# 99392 & 99212



## arcosas (Jun 15, 2009)

Sorry has been a while since I actually had to "code" code. One of our billing specialists has come to me a peds question: 

"...included cpt 99392 in with 99212, I had appealed this as there was enough evidence to support both charges. They are still denying this cpt as the documents do not support this service because it indicates a problem visit. Any idea why?"

I was figuring the 99392 should've been billed & no need to address the problem-focused visit 99212 since it was addressed during the preventative.

Feedback?


----------



## renifejn (Jun 15, 2009)

did you have a -25 mod on the 99212?


----------



## arcosas (Jun 15, 2009)

Don't know... will ask the biller.


----------



## becka95 (Jun 15, 2009)

Also, does the preventative have the V code for the diagnosis? The 99212 should be coded with the problem as the diagnosis code and the preventative should have the V code for the exam. 

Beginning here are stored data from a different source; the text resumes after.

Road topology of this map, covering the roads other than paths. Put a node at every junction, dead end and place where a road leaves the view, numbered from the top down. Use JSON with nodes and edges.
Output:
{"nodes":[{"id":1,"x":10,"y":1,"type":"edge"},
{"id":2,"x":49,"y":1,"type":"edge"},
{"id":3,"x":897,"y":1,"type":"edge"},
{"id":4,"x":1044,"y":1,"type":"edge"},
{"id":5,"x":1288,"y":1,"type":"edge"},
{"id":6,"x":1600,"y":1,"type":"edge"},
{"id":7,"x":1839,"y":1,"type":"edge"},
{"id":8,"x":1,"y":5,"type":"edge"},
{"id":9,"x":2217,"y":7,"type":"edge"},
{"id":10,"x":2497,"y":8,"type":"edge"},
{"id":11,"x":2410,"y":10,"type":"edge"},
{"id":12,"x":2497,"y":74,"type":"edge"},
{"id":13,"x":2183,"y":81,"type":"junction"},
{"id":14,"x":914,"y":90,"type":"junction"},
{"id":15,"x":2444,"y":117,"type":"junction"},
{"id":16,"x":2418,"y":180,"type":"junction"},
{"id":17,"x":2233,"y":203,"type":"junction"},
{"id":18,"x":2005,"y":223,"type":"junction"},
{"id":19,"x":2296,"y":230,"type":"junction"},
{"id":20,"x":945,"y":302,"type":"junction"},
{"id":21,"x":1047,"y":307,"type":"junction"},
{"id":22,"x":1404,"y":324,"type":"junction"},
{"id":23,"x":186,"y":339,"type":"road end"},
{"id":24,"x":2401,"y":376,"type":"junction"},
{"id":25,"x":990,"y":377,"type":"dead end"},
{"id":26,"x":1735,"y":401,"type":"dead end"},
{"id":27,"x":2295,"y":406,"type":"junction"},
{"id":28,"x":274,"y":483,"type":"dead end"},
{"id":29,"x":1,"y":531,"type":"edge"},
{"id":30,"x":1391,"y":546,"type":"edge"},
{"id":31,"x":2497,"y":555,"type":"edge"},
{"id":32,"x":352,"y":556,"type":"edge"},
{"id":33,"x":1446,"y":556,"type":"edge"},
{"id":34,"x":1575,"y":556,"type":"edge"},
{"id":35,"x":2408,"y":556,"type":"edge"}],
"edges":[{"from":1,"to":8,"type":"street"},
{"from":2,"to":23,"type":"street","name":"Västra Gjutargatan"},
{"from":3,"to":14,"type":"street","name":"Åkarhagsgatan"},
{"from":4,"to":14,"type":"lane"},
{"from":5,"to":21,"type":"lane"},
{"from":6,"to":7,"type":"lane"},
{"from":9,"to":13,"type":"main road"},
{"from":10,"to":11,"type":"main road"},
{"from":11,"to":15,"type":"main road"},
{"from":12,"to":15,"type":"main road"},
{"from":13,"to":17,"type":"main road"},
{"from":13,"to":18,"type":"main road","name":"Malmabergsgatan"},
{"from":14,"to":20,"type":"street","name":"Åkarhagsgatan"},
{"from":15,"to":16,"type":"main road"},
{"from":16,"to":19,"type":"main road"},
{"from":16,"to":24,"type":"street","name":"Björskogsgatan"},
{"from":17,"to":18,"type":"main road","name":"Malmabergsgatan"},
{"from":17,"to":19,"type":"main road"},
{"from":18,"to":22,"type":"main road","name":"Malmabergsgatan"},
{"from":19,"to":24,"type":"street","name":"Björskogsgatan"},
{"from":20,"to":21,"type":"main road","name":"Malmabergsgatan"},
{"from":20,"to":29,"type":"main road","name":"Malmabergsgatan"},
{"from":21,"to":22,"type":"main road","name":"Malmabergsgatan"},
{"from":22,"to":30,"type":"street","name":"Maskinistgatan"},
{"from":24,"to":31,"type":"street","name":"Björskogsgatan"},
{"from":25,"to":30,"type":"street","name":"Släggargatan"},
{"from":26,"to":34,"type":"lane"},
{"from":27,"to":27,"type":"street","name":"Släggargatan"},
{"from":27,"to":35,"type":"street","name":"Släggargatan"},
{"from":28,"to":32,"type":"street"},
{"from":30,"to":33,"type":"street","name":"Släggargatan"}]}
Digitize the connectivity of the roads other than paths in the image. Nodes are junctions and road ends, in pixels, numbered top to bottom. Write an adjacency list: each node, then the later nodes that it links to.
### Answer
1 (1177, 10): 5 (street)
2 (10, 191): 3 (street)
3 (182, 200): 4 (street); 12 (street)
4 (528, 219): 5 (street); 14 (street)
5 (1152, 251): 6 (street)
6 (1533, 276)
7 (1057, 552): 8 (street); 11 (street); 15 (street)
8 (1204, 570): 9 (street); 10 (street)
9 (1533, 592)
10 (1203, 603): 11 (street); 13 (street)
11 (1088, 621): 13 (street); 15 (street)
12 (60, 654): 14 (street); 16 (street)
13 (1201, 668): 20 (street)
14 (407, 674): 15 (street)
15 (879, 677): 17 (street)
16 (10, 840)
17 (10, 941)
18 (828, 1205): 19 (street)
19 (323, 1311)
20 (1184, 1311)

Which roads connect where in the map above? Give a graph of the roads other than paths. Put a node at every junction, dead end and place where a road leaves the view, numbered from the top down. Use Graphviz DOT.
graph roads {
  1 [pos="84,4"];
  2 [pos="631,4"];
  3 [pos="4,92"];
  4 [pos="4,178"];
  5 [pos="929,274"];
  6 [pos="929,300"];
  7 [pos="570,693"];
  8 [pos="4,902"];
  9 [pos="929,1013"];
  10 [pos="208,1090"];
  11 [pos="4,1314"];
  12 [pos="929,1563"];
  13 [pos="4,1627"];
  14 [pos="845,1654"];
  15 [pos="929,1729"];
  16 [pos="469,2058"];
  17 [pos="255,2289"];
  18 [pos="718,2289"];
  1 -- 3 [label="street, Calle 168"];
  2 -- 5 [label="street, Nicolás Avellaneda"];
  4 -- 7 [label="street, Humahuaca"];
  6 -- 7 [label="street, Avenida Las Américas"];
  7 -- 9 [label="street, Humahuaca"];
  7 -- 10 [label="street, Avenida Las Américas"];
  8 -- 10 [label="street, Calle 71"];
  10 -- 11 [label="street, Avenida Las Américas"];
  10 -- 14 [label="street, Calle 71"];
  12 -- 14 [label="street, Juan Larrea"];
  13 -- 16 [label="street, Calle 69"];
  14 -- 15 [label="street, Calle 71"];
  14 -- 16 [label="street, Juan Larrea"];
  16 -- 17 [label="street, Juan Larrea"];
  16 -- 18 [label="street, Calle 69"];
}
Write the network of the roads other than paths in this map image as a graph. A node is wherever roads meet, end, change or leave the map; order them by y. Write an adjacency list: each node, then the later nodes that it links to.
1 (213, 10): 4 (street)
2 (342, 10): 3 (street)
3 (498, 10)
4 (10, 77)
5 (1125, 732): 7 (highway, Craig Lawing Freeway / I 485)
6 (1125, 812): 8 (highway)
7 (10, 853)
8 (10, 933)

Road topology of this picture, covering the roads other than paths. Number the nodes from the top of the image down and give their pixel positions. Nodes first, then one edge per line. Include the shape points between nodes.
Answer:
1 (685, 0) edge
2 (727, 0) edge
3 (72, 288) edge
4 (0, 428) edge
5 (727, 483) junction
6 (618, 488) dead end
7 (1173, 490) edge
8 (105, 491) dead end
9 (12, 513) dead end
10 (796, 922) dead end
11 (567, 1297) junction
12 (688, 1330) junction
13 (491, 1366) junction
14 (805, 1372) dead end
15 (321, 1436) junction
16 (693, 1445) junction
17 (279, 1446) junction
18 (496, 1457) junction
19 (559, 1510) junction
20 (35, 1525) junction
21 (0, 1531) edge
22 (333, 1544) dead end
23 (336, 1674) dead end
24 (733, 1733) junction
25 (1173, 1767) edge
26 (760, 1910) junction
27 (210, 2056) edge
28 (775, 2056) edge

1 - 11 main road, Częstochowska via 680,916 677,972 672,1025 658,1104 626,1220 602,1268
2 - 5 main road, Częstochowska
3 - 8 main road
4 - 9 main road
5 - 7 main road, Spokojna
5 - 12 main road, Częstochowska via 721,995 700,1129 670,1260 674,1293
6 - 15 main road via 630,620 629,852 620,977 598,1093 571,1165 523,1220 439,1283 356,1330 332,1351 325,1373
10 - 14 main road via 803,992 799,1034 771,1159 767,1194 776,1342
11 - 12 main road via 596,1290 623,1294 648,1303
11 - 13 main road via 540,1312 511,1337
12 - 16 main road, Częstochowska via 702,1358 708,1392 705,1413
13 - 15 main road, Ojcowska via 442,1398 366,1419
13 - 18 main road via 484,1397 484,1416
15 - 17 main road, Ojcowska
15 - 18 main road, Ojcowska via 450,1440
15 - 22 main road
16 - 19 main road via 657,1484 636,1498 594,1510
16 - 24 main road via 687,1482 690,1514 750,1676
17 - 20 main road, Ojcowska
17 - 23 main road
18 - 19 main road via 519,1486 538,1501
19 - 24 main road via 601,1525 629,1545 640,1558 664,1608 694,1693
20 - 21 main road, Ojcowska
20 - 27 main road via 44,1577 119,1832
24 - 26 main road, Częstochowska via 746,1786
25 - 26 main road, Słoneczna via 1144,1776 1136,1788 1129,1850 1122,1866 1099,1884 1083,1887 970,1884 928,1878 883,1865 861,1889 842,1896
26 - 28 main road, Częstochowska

It is possible to bill both codes. Also the insurance company may need a modifier of 25 on the 99212.


----------



## arcosas (Jun 15, 2009)

Ok ladies,

Biller informs me that: yes, V20.0 attached to the preventative 99392 & modifier-25 attached to the 99212.

I have reviewed the transcription & covers both the physical exam & acute problem.

???


----------



## mitchellde (Jun 15, 2009)

Most payers will not tell you but will expect to see two visit notes one which address the preventative only and one which addresses the ov.  In many EMRs you will need to close out one note and open another.  Since essentially you are billing for two office visits the expectation is that the medical record will show two office notes.  If the problem is addressed in the context of the preventive note then they have no motivation to recognise that the office visit is "significant and separately identifiable". Just the reason for denial that you cited leads me to think this may be the issue.


----------



## arcosas (Jun 15, 2009)

Thank you, ladies, for your input. My biller has been informed.


----------